Ondernemers kunnen de omzetbelasting die andere ondernemers in rekening hebben gebracht in aftrek brengen als zij de afgenomen goederen of diensten voor btw-belaste prestaties gebruiken. De aftrek van voorbelasting vindt plaats in de aangifte over het tijdvak waarin de goederen geleverd of de diensten verricht zijn. De vraag in een procedure voor de Hoge Raad was of voorbelasting die niet in aftrek is gebracht in het tijdvak van de levering alsnog in aftrek kan worden gebracht.

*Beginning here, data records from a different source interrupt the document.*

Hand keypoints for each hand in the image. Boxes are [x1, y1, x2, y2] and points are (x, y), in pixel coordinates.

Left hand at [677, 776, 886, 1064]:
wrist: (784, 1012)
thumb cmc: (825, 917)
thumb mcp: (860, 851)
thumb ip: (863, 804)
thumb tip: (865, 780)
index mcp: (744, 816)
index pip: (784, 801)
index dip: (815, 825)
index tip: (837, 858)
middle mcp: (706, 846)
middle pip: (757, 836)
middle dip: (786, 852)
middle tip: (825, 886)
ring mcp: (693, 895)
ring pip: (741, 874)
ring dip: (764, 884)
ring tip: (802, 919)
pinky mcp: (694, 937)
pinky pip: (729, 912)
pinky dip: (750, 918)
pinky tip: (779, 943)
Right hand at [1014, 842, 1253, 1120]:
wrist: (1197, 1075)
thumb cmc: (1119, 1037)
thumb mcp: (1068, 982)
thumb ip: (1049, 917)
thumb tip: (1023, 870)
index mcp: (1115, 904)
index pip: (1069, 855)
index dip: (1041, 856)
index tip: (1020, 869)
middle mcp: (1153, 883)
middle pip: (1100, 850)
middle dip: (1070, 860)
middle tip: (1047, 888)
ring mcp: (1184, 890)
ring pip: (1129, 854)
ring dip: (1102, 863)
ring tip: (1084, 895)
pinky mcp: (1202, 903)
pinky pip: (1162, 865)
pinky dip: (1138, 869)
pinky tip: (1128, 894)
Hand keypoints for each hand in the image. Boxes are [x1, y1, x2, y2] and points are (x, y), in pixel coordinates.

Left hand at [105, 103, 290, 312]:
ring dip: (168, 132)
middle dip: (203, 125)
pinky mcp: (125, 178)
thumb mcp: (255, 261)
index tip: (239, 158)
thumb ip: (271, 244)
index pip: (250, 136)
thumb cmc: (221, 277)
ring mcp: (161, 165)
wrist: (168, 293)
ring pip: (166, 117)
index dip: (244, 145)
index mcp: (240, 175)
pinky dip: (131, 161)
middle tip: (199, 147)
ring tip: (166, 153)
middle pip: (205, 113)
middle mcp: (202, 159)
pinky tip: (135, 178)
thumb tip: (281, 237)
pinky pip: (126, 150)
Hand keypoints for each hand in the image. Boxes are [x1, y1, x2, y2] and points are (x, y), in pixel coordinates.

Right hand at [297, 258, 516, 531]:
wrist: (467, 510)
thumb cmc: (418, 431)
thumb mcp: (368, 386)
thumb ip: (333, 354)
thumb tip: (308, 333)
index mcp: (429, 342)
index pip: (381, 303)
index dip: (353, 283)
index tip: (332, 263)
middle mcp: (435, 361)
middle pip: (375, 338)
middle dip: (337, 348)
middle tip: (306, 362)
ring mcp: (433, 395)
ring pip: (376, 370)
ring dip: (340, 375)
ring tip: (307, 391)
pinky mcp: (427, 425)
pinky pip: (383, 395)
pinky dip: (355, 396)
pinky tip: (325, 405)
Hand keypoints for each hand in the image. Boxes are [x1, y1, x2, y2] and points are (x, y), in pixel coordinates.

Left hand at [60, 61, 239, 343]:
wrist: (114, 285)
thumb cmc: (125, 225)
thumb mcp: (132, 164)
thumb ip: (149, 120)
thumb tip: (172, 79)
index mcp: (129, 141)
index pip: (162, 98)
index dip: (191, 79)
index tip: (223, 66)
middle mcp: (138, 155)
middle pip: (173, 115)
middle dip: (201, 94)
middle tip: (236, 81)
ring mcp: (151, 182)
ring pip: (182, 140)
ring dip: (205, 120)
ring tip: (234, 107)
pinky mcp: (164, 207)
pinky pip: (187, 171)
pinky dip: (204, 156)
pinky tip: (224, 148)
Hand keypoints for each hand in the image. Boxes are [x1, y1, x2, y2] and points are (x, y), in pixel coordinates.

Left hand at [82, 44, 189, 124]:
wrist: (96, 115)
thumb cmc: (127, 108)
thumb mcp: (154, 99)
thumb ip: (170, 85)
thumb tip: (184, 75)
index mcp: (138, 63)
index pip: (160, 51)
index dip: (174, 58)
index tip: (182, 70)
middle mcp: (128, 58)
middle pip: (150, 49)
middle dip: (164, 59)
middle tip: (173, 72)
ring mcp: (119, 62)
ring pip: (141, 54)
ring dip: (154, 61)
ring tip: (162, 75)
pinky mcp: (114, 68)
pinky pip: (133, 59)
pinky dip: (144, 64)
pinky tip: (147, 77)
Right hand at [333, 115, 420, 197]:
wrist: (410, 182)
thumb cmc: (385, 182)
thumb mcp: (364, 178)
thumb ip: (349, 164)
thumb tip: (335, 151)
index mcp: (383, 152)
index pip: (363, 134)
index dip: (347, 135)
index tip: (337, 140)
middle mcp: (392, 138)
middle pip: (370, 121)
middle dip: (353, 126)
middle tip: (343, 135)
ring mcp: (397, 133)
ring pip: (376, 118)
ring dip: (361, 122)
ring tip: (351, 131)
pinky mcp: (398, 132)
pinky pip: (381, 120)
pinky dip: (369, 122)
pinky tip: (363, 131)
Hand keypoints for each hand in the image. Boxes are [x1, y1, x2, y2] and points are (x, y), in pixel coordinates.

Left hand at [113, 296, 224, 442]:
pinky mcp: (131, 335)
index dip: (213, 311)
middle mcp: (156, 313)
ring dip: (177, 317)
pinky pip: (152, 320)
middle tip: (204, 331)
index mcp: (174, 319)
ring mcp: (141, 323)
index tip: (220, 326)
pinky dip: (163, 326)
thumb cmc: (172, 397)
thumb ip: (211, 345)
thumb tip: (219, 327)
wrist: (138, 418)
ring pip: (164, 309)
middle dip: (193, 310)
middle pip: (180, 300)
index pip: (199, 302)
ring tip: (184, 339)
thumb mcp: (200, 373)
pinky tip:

Volgens Hof Arnhem-Leeuwarden is dat mogelijk met behulp van de herzieningsregeling. De herzieningsregeling houdt in dat als op het tijdstip, waarop de ondernemer goederen en diensten gaat gebruiken, blijkt dat te veel of te weinig belasting in aftrek is gebracht ten opzichte van het werkelijke gebruik, de ondernemer de te veel afgetrokken belasting verschuldigd wordt. Te weinig afgetrokken belasting wordt op verzoek aan de ondernemer teruggegeven.Het hof is van oordeel dat de herzieningsregeling niet beperkt is tot het geval waarin bij ingebruikneming van goederen het werkelijke gebruik afwijkt van de bestemming. Het werkelijke gebruik is volgens het hof bepalend voor het recht op aftrek. Pas bij de ingebruikneming ontstaat voldoende duidelijkheid over het werkelijke gebruik. In cassatie voerde de staatssecretaris aan dat de herzieningsregeling niet bedoeld is om alsnog aftrek te verlenen van de omzetbelasting die de ondernemer niet bij de aangifte over het tijdvak van levering in aftrek heeft gebracht. De procedure heeft betrekking op twee percelen grond, die zijn aangekocht met als bestemming belast gebruik. Omdat de aanvankelijke bestemming overeenstemt met het werkelijke gebruik bij de ingebruikneming van de percelen wordt volgens de staatssecretaris aan herziening niet toegekomen.
De vraag in de procedure in cassatie is of de visie van het hof ten aanzien van de toepassing van de herzieningsregeling juist is. Volgens de Hoge Raad is het antwoord op die vraag uit de tekst van de btw-richtlijn 2006 niet duidelijk af te leiden. De rechtspraak van het Hof van Justitie EU lijkt een ruime uitleg van de herzieningsregeling toe te staan waarbij voor de uiteindelijke omvang van de aftrek uitgangspunt is dat het werkelijke gebruik van de goederen en de diensten doorslaggevend is en niet het voorgenomen gebruik. In ieder geval heeft het Hof van Justitie EU niet uitdrukkelijk uitgesloten dat de herzieningsregeling wordt gebruikt om aanvankelijk verzuimde aftrek van voorbelasting alsnog mogelijk te maken. De Hoge Raad heeft prejudiciële vragen voorgelegd aan het Hof van Justitie EU over de toepassing van de herzieningsregeling.